Siang itu, Xienna memutuskan untuk mencari udara segar di taman istana. Saat melangkah di antara pepohonan rindang, ia melihat seorang dayang yang sedang menyiram bunga. Mencoba untuk bersikap ramah, Xienna mendekat dengan senyum tipis.
"Selamat siang..." sapanya lembut.
Namun dayang itu, begitu menyadari kehadiran Xienna, langsung meletakkan penyiram tanaman dengan tergesa dan bergegas pergi tanpa sepatah kata pun. Xienna menghela napas berat, sudah terbiasa dengan perlakuan seperti ini.
Kakinya melangkah menuju rumah kaca - tempat yang selalu memberinya ketenangan aneh sejak pertama kali ia menemukannya. Namun hari ini berbeda. Di dalam rumah kaca yang biasanya sepi, ia melihat sekelompok dayang yang dulu mencemoohnya - mereka yang membuatnya ingin mengakhiri hidup beberapa hari lalu.
Xienna mencoba berjalan melewati mereka dengan kepala tertunduk, berharap tidak menarik perhatian. Namun suara tawa mengejek yang familiar menghentikan langkahnya.
"Oh, lihat siapa yang datang," suara dayang berambut merah itu memecah keheningan. "Si pengganggu yang membuat Yang Mulia Xyon kehilangan kewarasannya."
"Hentikan..." salah satu dayang berbisik khawatir. "Yang Mulia sudah memperingatkan kita untuk tidak..."
"Memperingatkan apa?" potong si rambut merah dengan nada mencemooh. "Takut pada manusia lemah ini? Lihat dia! Bahkan berdiri pun sepertinya susah!"
Xienna tetap diam, tangannya gemetar mencengkeram ujung gaunnya. Air mata mulai menggenang di pelupuk matanya.
"Kau tahu?" lanjut dayang itu, berjalan mendekat ke arah Xienna. "Yang Mulia Xyon sangat membencimu. Dia bahkan tidak ingin melihat wajahmu! Kau pikir kenapa dia selalu menghindarimu?"
"Hentikan!" dayang lain mencoba menarik lengan si rambut merah. "Kau tidak tahu apa yang kau bicarakan!"
"Oh, aku sangat tahu," tawanya semakin keras. "Lebih baik kau mati saja! Bunuh diri seperti yang kau rencanakan tempo hari.

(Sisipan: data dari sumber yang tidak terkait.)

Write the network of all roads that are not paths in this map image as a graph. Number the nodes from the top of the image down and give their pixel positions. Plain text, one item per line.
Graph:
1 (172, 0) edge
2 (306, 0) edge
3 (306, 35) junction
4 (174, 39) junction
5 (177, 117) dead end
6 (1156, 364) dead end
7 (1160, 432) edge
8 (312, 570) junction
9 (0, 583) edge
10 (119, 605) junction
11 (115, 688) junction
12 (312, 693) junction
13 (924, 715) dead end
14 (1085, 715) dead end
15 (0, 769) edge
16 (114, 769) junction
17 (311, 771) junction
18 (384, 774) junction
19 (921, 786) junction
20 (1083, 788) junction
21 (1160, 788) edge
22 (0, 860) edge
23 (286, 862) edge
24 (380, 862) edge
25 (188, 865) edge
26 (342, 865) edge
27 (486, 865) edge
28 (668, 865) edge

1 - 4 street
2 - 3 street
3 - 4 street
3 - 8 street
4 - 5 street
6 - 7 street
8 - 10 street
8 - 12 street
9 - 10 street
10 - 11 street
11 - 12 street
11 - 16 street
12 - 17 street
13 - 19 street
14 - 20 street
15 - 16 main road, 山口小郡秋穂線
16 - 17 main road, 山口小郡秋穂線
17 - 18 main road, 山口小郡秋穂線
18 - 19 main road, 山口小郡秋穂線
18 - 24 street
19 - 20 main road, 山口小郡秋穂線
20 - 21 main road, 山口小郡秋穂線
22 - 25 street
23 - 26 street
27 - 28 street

Setidaknya kematianmu akan membuat Yang Mulia..."
CRASH!
Suara itu begitu cepat, begitu tiba-tiba. Kabut merah pekat memenuhi rumah kaca, dan dalam sekejap, tubuh dayang berambut merah itu terlempar ke udara. Xyon berdiri di sana, matanya menyala merah membara, tangan kanannya menembus dada si dayang.
"X-Xyon..." Xienna tergagap, shock melihat pemandangan di hadapannya.
Xyon mencabut tangannya dengan kasar, membiarkan tubuh tak bernyawa itu jatuh ke lantai. Darah menggenang di sekitar mayat sang dayang, kontras dengan lantai marmer putih rumah kaca.
"Lihat..." suara Xyon terdengar dingin dan berbahaya. "Ini yang akan terjadi jika kalian berani melanggar perintahku."
Para dayang lain jatuh berlutut, tubuh mereka gemetar ketakutan. Aura Xyon begitu mencekam, bahkan udara terasa berat oleh kemarahannya.
"Aku sudah memperingatkan kalian," lanjutnya, matanya masih menyala merah. "Tidak ada yang boleh menyakiti Xienna. TIDAK ADA!"
Suaranya menggelegar, membuat kaca-kaca rumah kaca bergetar. Xienna sendiri terpaku di tempatnya, antara ketakutan dan... terpesona. Ini pertama kalinya ia melihat Xyon begitu marah, begitu... protektif terhadapnya.
"Bersihkan kekacauan ini," perintah Xyon pada para dayang yang masih gemetar. "Dan ingat baik-baik apa yang terjadi hari ini."
Kemudian, dengan gerakan lembut yang kontras dengan kekejamannya beberapa saat lalu, Xyon meraih tangan Xienna. "Kau tidak apa-apa?" tanyanya, suaranya melembut saat berbicara dengan Xienna.
Xienna hanya bisa mengangguk lemah, masih terlalu shock untuk berkata-kata. Xyon menuntunnya keluar dari rumah kaca, meninggalkan para dayang yang masih gemetar ketakutan di belakang mereka.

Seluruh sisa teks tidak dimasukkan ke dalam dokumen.